Myeloid/lymphoid neoplasms with eosinophilia: clinical picture and therapeutic approaches

Abstract

Myeloid/lymphoid neoplasms with eosinophilia (M/Leo) and tyrosine kinase (TK) fusion genes constitute a separate category within the 2016 World Health Organization (WHO) classification. All these are characterized by blood or tissue eosinophilia and the presence of a unique genetic abnormality. M/Leo may have diverse clinical manifestations with variable response to TK inhibitors (TKI). PDGFRA -rearranged neoplasms (usually with detectable FIP1L1-PDGFRA ) are found to be extremely sensitive to low dose of imatinib (IM at 100 mg daily) with nearly 100% hematological complete response rate.

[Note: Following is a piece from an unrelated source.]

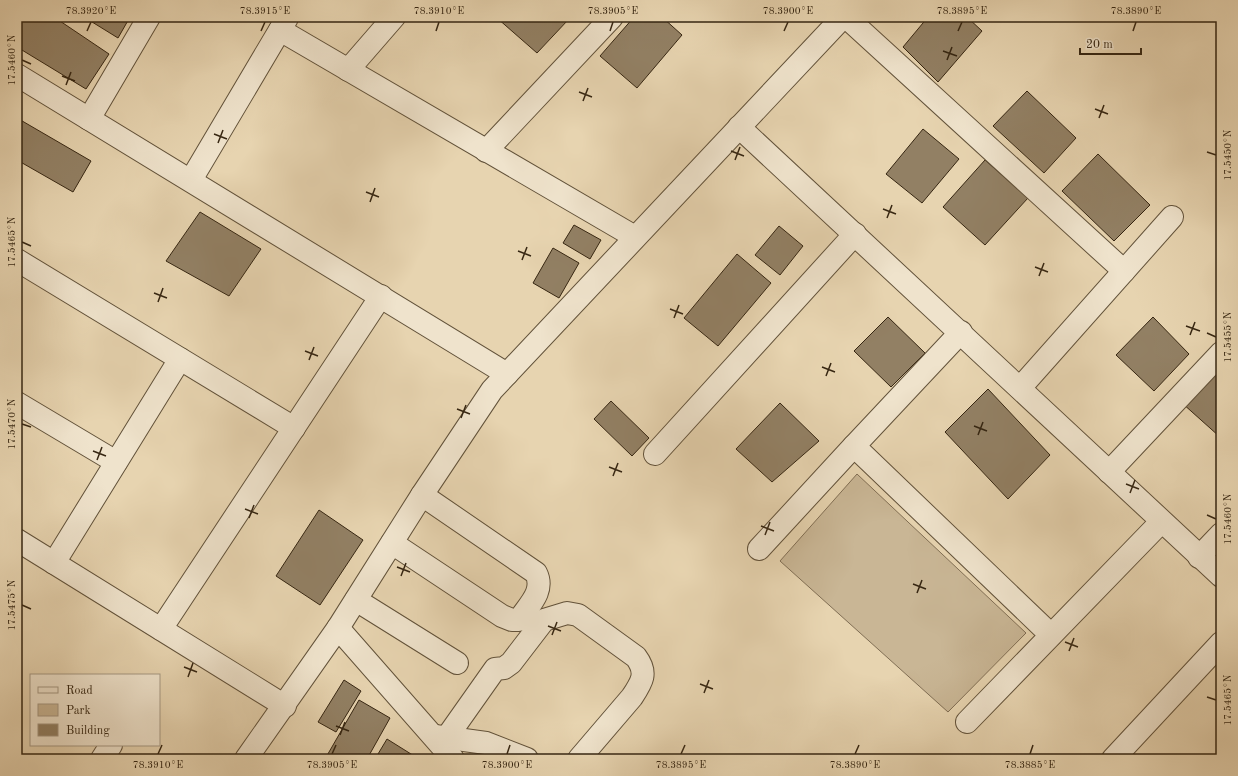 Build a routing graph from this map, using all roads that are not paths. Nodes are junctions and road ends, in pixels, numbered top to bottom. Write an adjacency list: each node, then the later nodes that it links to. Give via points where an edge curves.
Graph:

Moreover, >90% of IM treated patients may achieve long-term molecular response. IM discontinuation may result in sustained remission in c.50–60% of patients. An excellent response to IM (but at 400 mg/day) was also demonstrated for patients with PDGFRB rearrangements, but trials on IM cessation were not attempted. The FGFR1 -rearranged neoplasms are associated with an aggressive disease course and allogeneic stem cell transplantation (allo-SCT) is the only potentially curative approach. Participation in clinical trials should be recommended. Recently, pemigatinib was found to be effective in a proportion of FGFR1 -rearranged individuals. An aggressive outcome with rapid blast transformation is also characteristic for the JAK2 -rearranged neoplasms. These patients should be included in clinical trials or attempted with ruxolitinib or fedratinib as a ‘bridge’ to allo-SCT. A new category of neoplasms with eosinophilia and FLT3 and ABL1 rearrangements has not yet been incorporated into the WHO 2016 classification. The prognosis is poor with a tendency to evolve into resistant acute leukemia. The treatment includes TKI with known activity against FLT3/ABL1 followed by allo-SCT.